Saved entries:

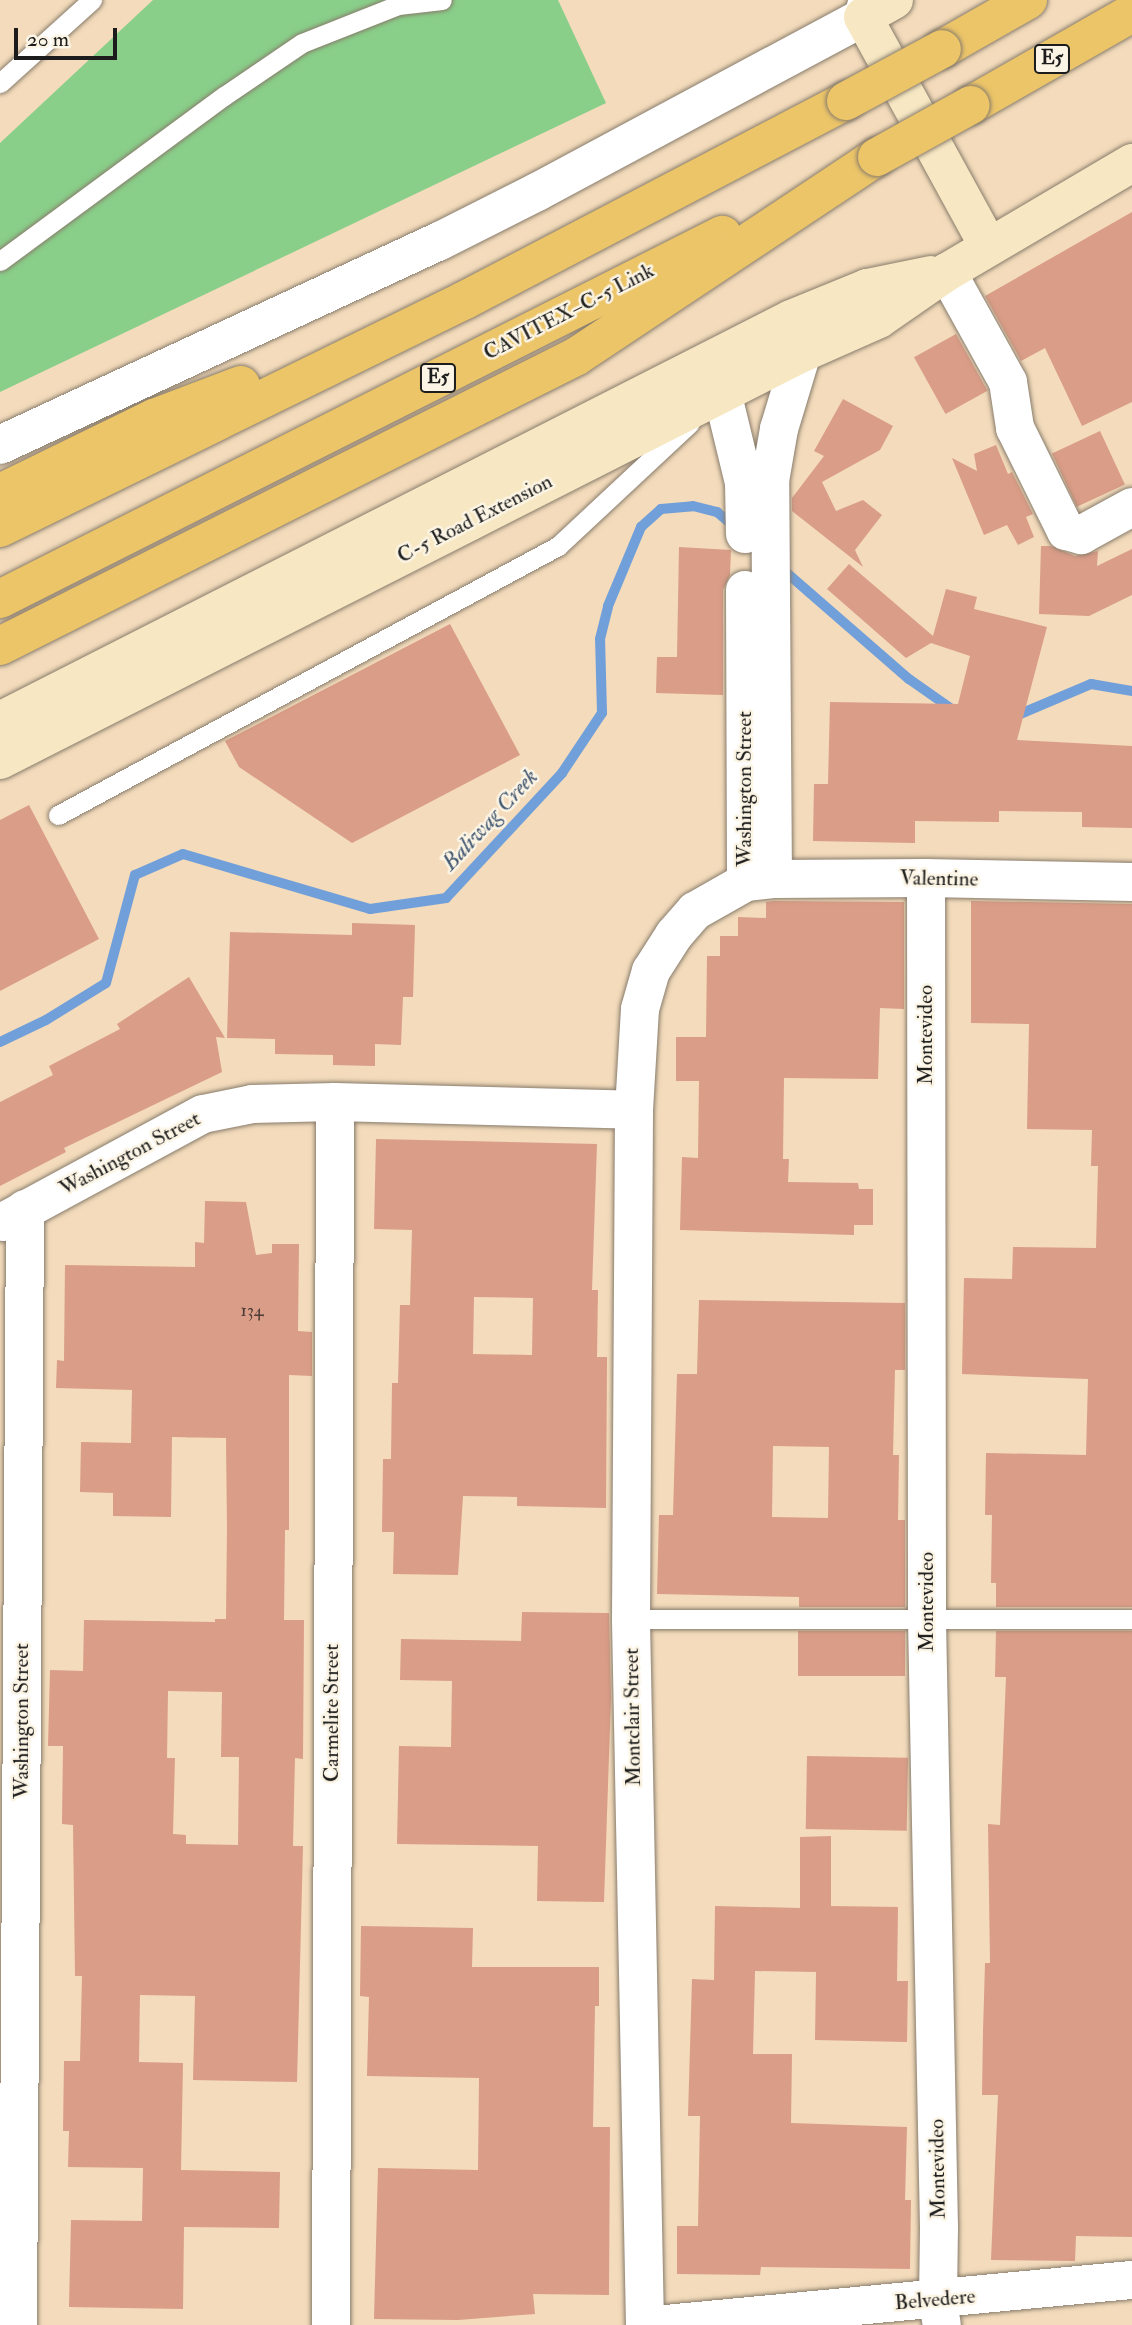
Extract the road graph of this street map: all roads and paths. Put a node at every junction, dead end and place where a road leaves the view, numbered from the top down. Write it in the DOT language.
graph roads {
  1 [pos="92,0"];
  2 [pos="442,0"];
  3 [pos="1028,0"];
  4 [pos="875,6"];
  5 [pos="1132,13"];
  6 [pos="0,83"];
  7 [pos="877,157"];
  8 [pos="1132,163"];
  9 [pos="989,247"];
  10 [pos="0,261"];
  11 [pos="947,272"];
  12 [pos="465,300"];
  13 [pos="796,336"];
  14 [pos="713,356"];
  15 [pos="722,394"];
  16 [pos="0,446"];
  17 [pos="0,493"];
  18 [pos="1132,507"];
  19 [pos="758,508"];
  20 [pos="0,528"];
  21 [pos="0,599"];
  22 [pos="0,646"];
  23 [pos="0,721"];
  24 [pos="0,760"];
  25 [pos="58,815"];
  26 [pos="926,878"];
  27 [pos="759,880"];
  28 [pos="1132,882"];
  29 [pos="335,1101"];
  30 [pos="634,1110"];
  31 [pos="13,1217"];
  32 [pos="631,1619"];
  33 [pos="1132,1619"];
  34 [pos="926,1620"];
  35 [pos="1132,2280"];
  36 [pos="940,2313"];
  37 [pos="18,2325"];
  38 [pos="331,2325"];
  39 [pos="645,2325"];
  40 [pos="655,2325"];
  1 -- 6 [label="lane"];
  2 -- 10 [label="lane"];
  3 -- 12 [label="highway, bridge"];
  4 -- 9 [label="main road"];
  4 -- 16 [label="street"];
  5 -- 7 [label="highway, CAVITEX–C-5 Link / E5, bridge"];
  7 -- 21 [label="highway, CAVITEX–C-5 Link / E5"];
  7 -- 22 [label="highway"];
  8 -- 9 [label="main road, C-5 Road Extension"];
  9 -- 11 [label="main road, C-5 Road Extension"];
  11 -- 13 [label="main road, C-5 Road Extension"];
  11 -- 18 [label="street"];
  12 -- 17 [label="highway"];
  12 -- 20 [label="highway"];
  13 -- 14 [label="main road, C-5 Road Extension"];
  13 -- 15 [label="main road, C-5 Road Extension"];
  13 -- 19 [label="street, Washington Street"];
  14 -- 15 [label="street, Washington Street"];
  14 -- 23 [label="main road, C-5 Road Extension"];
  15 -- 19 [label="street, Washington Street"];
  15 -- 24 [label="main road, C-5 Road Extension"];
  15 -- 25 [label="lane"];
  19 -- 27 [label="street, Washington Street"];
  26 -- 27 [label="street, Valentine"];
  26 -- 28 [label="street, Valentine"];
  26 -- 34 [label="street, Montevideo"];
  27 -- 30 [label="street, Washington Street"];
  29 -- 30 [label="street, Washington Street"];
  29 -- 31 [label="street, Washington Street"];
  29 -- 38 [label="street, Carmelite Street"];
  30 -- 32 [label="street, Montclair Street"];
  31 -- 37 [label="street, Washington Street"];
  32 -- 34 [label="lane"];
  32 -- 39 [label="street, Montclair Street"];
  33 -- 34 [label="lane"];
  34 -- 36 [label="street, Montevideo"];
  35 -- 36 [label="street, Belvedere"];
  36 -- 40 [label="street, Belvedere"];
}
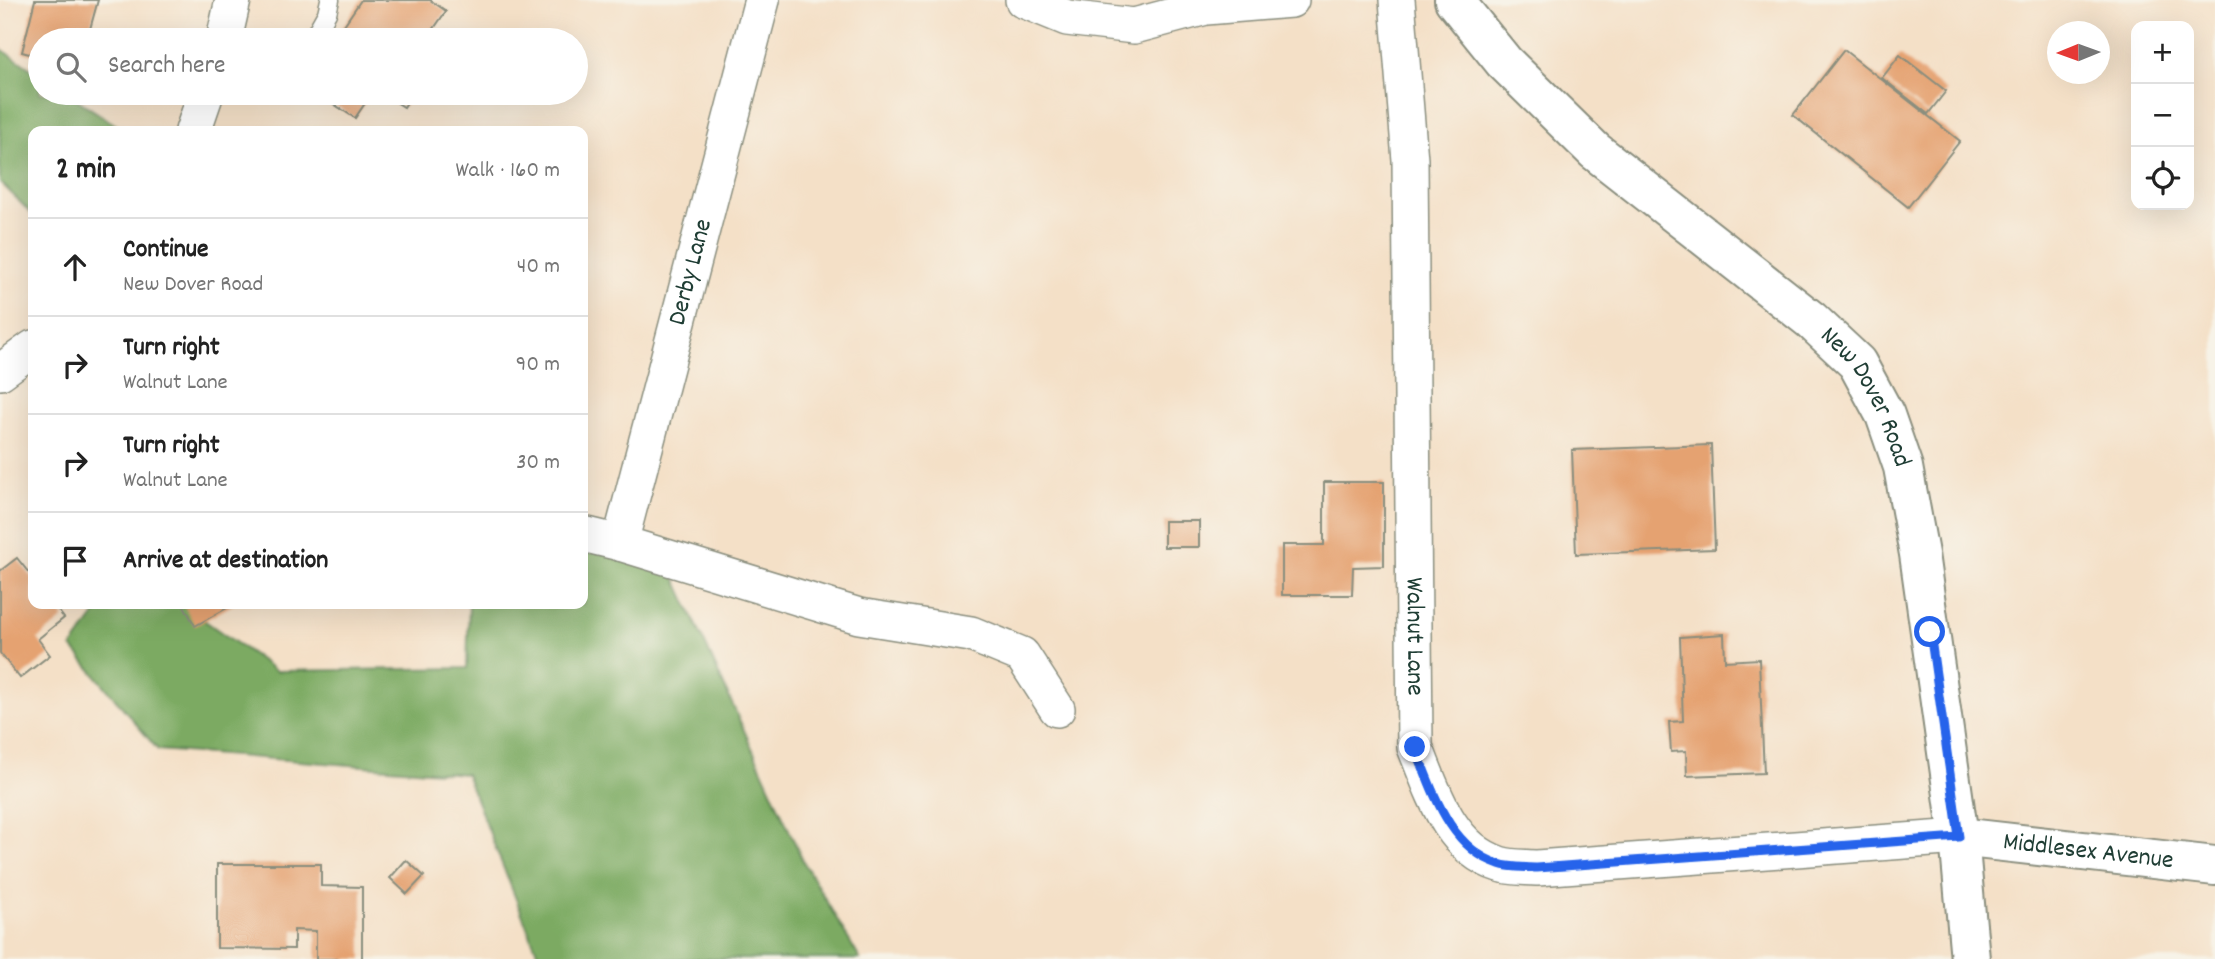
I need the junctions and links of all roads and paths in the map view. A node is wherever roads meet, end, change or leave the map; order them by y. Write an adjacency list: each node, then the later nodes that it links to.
1 (233, 0): 8 (street)
2 (330, 0): 9 (lane)
3 (762, 0): 15 (street, Derby Lane)
4 (1024, 0): 5 (street)
5 (1291, 0)
6 (1396, 0): 17 (street, Walnut Lane)
7 (1454, 0): 17 (street, New Dover Road)
8 (227, 28)
9 (319, 28)
10 (202, 105): 11 (street)
11 (195, 126)
12 (28, 352): 13 (street)
13 (0, 372)
14 (588, 535): 15 (street)
15 (620, 543): 16 (street)
16 (1057, 709)
17 (1959, 837): 18 (street, Middlesex Avenue); 19 (street, New Dover Road)
18 (2215, 866)
19 (1970, 959)

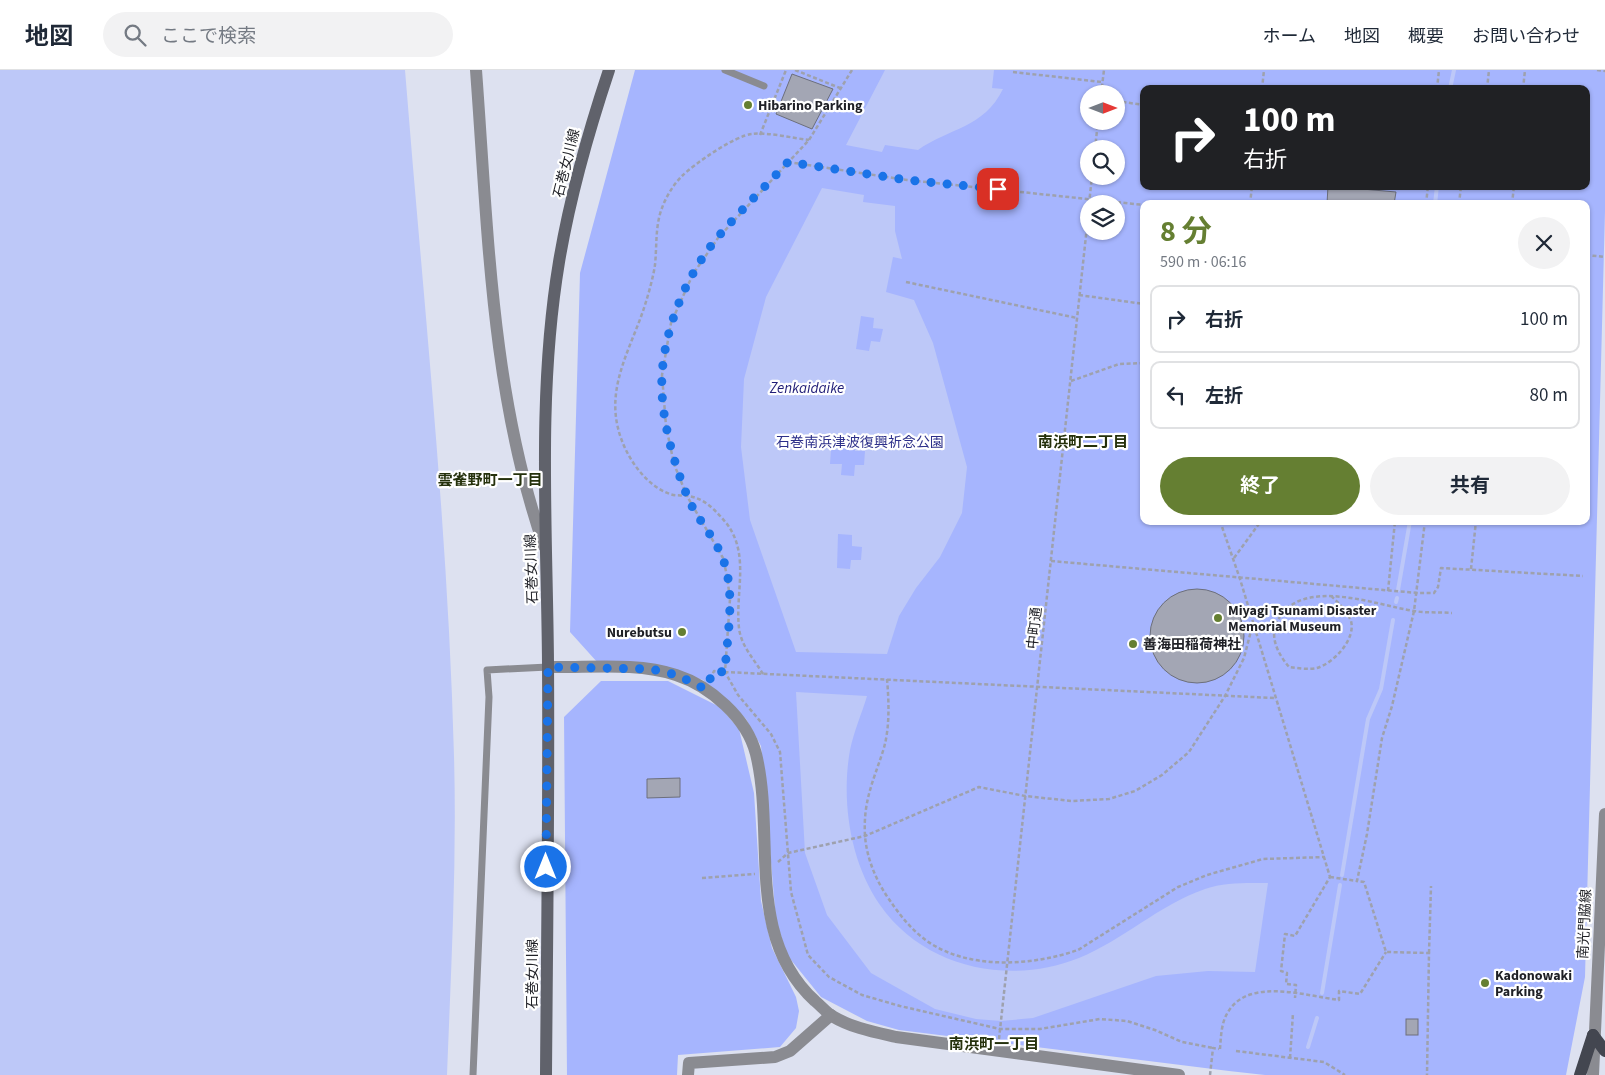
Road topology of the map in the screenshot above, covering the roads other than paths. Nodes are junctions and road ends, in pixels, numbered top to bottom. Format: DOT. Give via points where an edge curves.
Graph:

Task brief: Please write out every record above exactly, but leave the pictures out.

Your response:
Extract the road graph of this street map: all roads and paths. Put a node at every junction, dead end and place where a road leaves the view, numbered from the top down. Write it in the DOT language.
graph roads {
  1 [pos="92,0"];
  2 [pos="442,0"];
  3 [pos="1028,0"];
  4 [pos="875,6"];
  5 [pos="1132,13"];
  6 [pos="0,83"];
  7 [pos="877,157"];
  8 [pos="1132,163"];
  9 [pos="989,247"];
  10 [pos="0,261"];
  11 [pos="947,272"];
  12 [pos="465,300"];
  13 [pos="796,336"];
  14 [pos="713,356"];
  15 [pos="722,394"];
  16 [pos="0,446"];
  17 [pos="0,493"];
  18 [pos="1132,507"];
  19 [pos="758,508"];
  20 [pos="0,528"];
  21 [pos="0,599"];
  22 [pos="0,646"];
  23 [pos="0,721"];
  24 [pos="0,760"];
  25 [pos="58,815"];
  26 [pos="926,878"];
  27 [pos="759,880"];
  28 [pos="1132,882"];
  29 [pos="335,1101"];
  30 [pos="634,1110"];
  31 [pos="13,1217"];
  32 [pos="631,1619"];
  33 [pos="1132,1619"];
  34 [pos="926,1620"];
  35 [pos="1132,2280"];
  36 [pos="940,2313"];
  37 [pos="18,2325"];
  38 [pos="331,2325"];
  39 [pos="645,2325"];
  40 [pos="655,2325"];
  1 -- 6 [label="lane"];
  2 -- 10 [label="lane"];
  3 -- 12 [label="highway, bridge"];
  4 -- 9 [label="main road"];
  4 -- 16 [label="street"];
  5 -- 7 [label="highway, CAVITEX–C-5 Link / E5, bridge"];
  7 -- 21 [label="highway, CAVITEX–C-5 Link / E5"];
  7 -- 22 [label="highway"];
  8 -- 9 [label="main road, C-5 Road Extension"];
  9 -- 11 [label="main road, C-5 Road Extension"];
  11 -- 13 [label="main road, C-5 Road Extension"];
  11 -- 18 [label="street"];
  12 -- 17 [label="highway"];
  12 -- 20 [label="highway"];
  13 -- 14 [label="main road, C-5 Road Extension"];
  13 -- 15 [label="main road, C-5 Road Extension"];
  13 -- 19 [label="street, Washington Street"];
  14 -- 15 [label="street, Washington Street"];
  14 -- 23 [label="main road, C-5 Road Extension"];
  15 -- 19 [label="street, Washington Street"];
  15 -- 24 [label="main road, C-5 Road Extension"];
  15 -- 25 [label="lane"];
  19 -- 27 [label="street, Washington Street"];
  26 -- 27 [label="street, Valentine"];
  26 -- 28 [label="street, Valentine"];
  26 -- 34 [label="street, Montevideo"];
  27 -- 30 [label="street, Washington Street"];
  29 -- 30 [label="street, Washington Street"];
  29 -- 31 [label="street, Washington Street"];
  29 -- 38 [label="street, Carmelite Street"];
  30 -- 32 [label="street, Montclair Street"];
  31 -- 37 [label="street, Washington Street"];
  32 -- 34 [label="lane"];
  32 -- 39 [label="street, Montclair Street"];
  33 -- 34 [label="lane"];
  34 -- 36 [label="street, Montevideo"];
  35 -- 36 [label="street, Belvedere"];
  36 -- 40 [label="street, Belvedere"];
}
I need the junctions and links of all roads and paths in the map view. A node is wherever roads meet, end, change or leave the map; order them by y. Write an adjacency list: each node, then the later nodes that it links to.
1 (233, 0): 8 (street)
2 (330, 0): 9 (lane)
3 (762, 0): 15 (street, Derby Lane)
4 (1024, 0): 5 (street)
5 (1291, 0)
6 (1396, 0): 17 (street, Walnut Lane)
7 (1454, 0): 17 (street, New Dover Road)
8 (227, 28)
9 (319, 28)
10 (202, 105): 11 (street)
11 (195, 126)
12 (28, 352): 13 (street)
13 (0, 372)
14 (588, 535): 15 (street)
15 (620, 543): 16 (street)
16 (1057, 709)
17 (1959, 837): 18 (street, Middlesex Avenue); 19 (street, New Dover Road)
18 (2215, 866)
19 (1970, 959)

Road topology of the map in the screenshot above, covering the roads other than paths. Nodes are junctions and road ends, in pixels, numbered top to bottom. Format: DOT. Give via points where an edge curves.
Graph:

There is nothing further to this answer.